Proust creía firmemente que “las palabras no me informaban sino a condición de interpretarlas”. Frente al sentido unidireccional dominante, las palabras se vuelven “mágicas”, en el sentido de su enorme poder para evocar cosas mucho más allá de su sentido.

El propio estilo de Proust, con una interminable frase donde se entrecruzan digresiones o recuerdos, es también un arma para pelar las múltiples capas que, como una cebolla, esconde hasta el hecho más insignificante.

Ulises

Borges consideraba que “Joyce es uno de los primeros escritores de nuestro tiempo”. Y T.S. Eliot recordaba que el Ulises es “un libro con el que todos estamos en deuda, y del que ninguno de nosotros podemos escapar”.

Siguiendo el mismo camino que Proust, pero de una manera muy personal, Joyce concentra todo el universo en solo 24 horas, las del 16 de junio de 1904, recorriendo las aparentemente insignificantes peripecias de tres personajes, Leopold Bloom, Stephen Dedalus, y Molly Bloom.

Será Carl Jung quien dio la clave de esta hazaña. El psicoanalista suizo, al tratar la esquizofrenia de la hija de Joyce consideró, tras leer parte de su obra, que el padre también la padecía.

Umberto Eco nos matiza que “Jung se daba cuenta de que la esquizofrenia había que considerarla como una especie de operación cubista en la que Joyce, como todo el arte moderno, disolvía la imagen de la realidad en un cuadro ilimitadamente complejo. Pero en esta operación el escritor no destruye la propia personalidad, como hace el esquizofrénico: encuentra y funda la unidad de su personalidad destruyendo otra cosa. Y esta otra cosa es la imagen clásica del mundo”.«Incluso quienes jamás se han acercado a “En busca del tiempo perdido” o el “Ulises”, lo han leído muchas veces en obras donde el poder de la revolución que abrieron, están presentes»

En el Ulises, Joyce -que en una carta a su esposa afirma que “mi entendimiento rechaza todo el orden social actual”- arremete con furia contra el Estado y la Iglesia, escandalizó a la bienpensante sociedad burguesa utilizando deliberadamente la procacidad y la blasfemia…

El monólogo interior, los permanentes quiebros y requiebros temporales, dan lugar un lenguaje onírico, donde cada cosa es una puerta de entrada a un laberinto -Dédalus, el apellido de uno de sus personajes, se traduce así-, donde la realidad de la que estamos seguros se convierte en algo que no comprendemos, y en el que las palabras nos descubren lo que queremos ocultar.
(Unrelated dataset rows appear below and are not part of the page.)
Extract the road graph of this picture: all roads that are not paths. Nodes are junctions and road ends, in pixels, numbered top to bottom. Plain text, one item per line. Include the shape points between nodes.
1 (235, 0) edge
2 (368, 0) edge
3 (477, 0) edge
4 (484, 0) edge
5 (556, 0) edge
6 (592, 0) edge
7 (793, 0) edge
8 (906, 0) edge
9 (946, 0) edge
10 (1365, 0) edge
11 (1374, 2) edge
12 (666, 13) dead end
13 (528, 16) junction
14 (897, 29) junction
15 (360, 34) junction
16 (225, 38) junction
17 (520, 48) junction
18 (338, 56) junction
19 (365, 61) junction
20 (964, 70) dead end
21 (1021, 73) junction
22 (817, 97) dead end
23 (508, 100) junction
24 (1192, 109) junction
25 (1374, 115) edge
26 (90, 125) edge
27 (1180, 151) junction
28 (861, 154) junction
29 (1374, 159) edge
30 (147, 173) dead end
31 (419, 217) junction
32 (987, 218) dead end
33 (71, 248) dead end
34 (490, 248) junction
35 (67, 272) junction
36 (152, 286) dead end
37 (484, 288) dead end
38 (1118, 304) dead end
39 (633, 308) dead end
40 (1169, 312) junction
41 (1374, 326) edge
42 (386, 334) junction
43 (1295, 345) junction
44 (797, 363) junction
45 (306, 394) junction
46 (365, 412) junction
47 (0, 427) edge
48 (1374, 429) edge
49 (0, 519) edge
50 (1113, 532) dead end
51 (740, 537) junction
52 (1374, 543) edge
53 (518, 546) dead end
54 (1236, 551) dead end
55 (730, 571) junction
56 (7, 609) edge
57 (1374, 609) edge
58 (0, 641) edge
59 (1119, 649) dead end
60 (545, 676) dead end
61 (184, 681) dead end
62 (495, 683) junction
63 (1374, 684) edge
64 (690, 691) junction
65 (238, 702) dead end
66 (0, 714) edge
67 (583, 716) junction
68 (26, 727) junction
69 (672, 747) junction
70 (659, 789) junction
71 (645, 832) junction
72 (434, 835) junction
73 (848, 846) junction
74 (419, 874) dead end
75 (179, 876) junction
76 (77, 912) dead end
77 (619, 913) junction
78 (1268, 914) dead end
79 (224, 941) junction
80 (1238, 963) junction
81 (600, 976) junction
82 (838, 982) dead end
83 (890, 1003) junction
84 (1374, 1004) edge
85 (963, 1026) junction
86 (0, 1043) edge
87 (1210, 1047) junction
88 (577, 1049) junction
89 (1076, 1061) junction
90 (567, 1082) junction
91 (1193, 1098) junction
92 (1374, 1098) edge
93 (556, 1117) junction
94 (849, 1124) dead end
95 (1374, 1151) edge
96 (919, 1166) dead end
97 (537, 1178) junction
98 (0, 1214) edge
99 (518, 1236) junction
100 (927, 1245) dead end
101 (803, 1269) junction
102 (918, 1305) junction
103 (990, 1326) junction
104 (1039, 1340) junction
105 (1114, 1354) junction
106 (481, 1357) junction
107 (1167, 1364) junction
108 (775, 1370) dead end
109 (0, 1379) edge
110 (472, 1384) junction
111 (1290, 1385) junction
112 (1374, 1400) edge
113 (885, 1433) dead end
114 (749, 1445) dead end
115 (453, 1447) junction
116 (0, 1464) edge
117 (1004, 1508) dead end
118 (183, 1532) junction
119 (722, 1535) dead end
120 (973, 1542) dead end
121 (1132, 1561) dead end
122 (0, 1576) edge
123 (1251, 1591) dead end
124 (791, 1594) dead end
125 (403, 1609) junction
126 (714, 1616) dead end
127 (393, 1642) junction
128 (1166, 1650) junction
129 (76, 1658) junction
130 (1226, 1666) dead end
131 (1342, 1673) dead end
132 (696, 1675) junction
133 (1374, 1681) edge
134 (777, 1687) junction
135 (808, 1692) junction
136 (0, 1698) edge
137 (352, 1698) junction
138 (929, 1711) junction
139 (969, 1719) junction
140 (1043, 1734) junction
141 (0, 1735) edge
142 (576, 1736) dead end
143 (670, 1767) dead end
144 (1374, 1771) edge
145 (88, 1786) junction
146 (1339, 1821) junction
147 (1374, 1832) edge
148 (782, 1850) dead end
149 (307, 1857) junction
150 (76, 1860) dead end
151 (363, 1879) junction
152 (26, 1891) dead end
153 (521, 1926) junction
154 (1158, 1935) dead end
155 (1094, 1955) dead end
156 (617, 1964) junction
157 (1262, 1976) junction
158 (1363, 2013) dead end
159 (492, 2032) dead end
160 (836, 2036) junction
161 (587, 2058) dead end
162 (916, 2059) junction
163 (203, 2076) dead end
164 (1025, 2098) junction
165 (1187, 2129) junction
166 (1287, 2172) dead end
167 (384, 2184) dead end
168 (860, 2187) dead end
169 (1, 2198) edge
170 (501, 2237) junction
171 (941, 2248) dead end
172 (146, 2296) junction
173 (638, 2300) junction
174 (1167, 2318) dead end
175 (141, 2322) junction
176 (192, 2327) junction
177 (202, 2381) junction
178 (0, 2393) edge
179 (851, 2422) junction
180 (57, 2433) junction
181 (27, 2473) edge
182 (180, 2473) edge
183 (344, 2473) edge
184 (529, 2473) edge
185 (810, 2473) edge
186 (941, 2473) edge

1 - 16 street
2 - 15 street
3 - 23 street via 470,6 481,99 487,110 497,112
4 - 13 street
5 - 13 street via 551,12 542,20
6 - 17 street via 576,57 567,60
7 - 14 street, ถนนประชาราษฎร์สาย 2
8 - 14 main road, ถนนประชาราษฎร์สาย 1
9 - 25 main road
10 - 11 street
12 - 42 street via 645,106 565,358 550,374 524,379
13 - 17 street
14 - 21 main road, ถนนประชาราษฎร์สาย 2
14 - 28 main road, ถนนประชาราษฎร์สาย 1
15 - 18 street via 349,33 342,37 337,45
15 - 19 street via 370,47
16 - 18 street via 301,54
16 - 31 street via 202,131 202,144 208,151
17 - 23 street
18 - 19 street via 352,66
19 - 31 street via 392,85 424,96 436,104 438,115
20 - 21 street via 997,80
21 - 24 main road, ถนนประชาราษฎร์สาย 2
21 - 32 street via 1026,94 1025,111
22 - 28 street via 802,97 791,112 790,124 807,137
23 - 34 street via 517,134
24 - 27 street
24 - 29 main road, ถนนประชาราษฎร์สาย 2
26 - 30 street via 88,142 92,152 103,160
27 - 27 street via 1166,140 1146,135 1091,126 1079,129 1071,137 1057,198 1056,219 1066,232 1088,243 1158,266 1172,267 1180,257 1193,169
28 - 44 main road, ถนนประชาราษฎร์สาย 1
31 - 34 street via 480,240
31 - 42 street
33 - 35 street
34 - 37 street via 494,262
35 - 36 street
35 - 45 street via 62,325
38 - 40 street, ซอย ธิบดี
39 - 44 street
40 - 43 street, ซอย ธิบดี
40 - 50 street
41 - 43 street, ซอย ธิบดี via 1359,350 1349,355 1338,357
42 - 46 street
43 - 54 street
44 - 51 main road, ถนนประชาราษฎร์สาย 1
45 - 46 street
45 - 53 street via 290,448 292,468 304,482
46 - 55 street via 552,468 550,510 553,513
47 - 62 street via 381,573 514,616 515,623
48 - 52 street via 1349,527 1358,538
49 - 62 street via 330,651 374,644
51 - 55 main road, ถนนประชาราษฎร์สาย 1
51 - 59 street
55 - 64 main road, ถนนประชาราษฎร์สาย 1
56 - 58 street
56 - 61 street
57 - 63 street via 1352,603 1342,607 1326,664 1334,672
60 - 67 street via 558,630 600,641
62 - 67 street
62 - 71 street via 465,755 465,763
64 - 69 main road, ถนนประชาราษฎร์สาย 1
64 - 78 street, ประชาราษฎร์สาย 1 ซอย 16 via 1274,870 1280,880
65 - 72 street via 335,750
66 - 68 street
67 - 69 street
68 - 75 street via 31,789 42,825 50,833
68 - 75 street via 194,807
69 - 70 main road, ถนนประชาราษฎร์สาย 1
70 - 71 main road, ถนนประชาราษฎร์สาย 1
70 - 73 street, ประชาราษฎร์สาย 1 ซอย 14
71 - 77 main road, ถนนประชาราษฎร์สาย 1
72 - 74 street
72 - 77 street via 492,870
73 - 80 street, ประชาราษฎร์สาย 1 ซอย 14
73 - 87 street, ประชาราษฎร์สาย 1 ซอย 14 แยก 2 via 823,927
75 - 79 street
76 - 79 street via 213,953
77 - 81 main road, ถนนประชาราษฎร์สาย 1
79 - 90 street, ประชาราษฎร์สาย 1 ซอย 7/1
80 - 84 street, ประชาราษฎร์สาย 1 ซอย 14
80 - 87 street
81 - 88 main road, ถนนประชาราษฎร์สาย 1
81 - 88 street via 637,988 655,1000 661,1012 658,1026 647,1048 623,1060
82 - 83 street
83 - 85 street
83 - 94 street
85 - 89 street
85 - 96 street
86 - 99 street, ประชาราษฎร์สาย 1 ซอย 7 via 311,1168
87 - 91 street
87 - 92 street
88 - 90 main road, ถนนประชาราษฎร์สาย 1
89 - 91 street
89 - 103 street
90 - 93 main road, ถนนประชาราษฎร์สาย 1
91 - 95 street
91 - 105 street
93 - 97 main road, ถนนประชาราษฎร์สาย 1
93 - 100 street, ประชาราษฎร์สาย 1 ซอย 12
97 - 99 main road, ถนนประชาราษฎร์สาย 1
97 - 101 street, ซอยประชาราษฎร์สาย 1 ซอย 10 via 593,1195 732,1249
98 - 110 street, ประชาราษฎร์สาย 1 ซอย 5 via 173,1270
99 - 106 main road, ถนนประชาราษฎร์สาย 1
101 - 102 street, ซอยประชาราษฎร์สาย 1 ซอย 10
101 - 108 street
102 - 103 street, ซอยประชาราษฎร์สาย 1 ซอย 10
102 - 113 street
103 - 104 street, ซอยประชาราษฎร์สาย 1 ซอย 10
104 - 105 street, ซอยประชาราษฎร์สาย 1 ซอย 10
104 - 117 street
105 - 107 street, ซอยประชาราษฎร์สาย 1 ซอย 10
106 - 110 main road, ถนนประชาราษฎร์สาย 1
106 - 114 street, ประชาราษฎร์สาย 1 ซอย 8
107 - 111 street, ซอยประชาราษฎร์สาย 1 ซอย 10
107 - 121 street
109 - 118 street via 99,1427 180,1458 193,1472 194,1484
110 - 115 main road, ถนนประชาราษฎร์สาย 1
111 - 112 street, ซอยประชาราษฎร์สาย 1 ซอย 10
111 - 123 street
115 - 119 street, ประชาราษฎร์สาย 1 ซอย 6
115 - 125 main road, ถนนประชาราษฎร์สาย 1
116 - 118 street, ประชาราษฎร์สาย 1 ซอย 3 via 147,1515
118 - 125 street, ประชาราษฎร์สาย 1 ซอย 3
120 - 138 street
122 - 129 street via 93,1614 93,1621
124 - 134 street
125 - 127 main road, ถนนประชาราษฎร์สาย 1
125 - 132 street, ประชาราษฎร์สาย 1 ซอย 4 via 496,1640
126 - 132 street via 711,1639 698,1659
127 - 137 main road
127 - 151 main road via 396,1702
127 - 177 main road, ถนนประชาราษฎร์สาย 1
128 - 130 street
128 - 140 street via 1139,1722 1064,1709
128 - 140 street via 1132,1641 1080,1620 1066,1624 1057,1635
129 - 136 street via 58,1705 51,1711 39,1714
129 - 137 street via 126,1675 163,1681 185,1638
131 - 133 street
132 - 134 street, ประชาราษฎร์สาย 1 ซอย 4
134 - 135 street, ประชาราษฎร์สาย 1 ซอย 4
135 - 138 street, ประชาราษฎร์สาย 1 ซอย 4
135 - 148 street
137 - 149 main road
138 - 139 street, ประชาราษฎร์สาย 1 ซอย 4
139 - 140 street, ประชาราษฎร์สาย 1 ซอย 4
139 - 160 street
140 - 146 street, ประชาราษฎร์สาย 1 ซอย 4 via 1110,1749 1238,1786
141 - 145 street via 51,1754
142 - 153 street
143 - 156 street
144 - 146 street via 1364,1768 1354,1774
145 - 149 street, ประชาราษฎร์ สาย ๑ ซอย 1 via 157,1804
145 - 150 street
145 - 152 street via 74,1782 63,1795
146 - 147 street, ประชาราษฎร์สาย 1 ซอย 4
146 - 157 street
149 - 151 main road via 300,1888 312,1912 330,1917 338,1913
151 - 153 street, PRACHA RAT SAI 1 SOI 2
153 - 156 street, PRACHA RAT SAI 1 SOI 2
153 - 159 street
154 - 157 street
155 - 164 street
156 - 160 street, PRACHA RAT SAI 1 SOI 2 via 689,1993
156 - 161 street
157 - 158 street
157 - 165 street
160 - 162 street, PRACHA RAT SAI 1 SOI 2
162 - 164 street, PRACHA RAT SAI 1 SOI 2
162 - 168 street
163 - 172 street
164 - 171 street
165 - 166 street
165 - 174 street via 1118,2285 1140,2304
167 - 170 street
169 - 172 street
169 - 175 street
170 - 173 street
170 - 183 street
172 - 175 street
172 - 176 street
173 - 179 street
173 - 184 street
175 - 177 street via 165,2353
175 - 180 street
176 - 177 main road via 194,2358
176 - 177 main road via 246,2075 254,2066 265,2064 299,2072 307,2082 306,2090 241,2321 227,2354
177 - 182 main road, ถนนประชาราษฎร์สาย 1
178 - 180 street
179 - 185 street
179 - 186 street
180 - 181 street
El escritor español Enrique Vila Matas afirma que al acercarse a la obra de Joyce siempre “he acabado golpeado, tarde o temprano”, al “colocarnos en radical contacto con lo incomprensible”, que nos acerca a la verdad, a “la realidad brutal y muda, sin significado, de las cosas”.

El “Ulises” de Joyce nos incomoda, como deben hacer todas las grandes obras, y nos coge de las solapas con un lenguaje que se emborracha, que acompaña a la acción, que es en si mismo un elemento narrativo.

Incluso quienes jamás se han acercado a “En busca del tiempo perdido” o el “Ulises”, lo han leído muchas veces en obras donde su rastro, el poder de la revolución que abrieron, están presentes.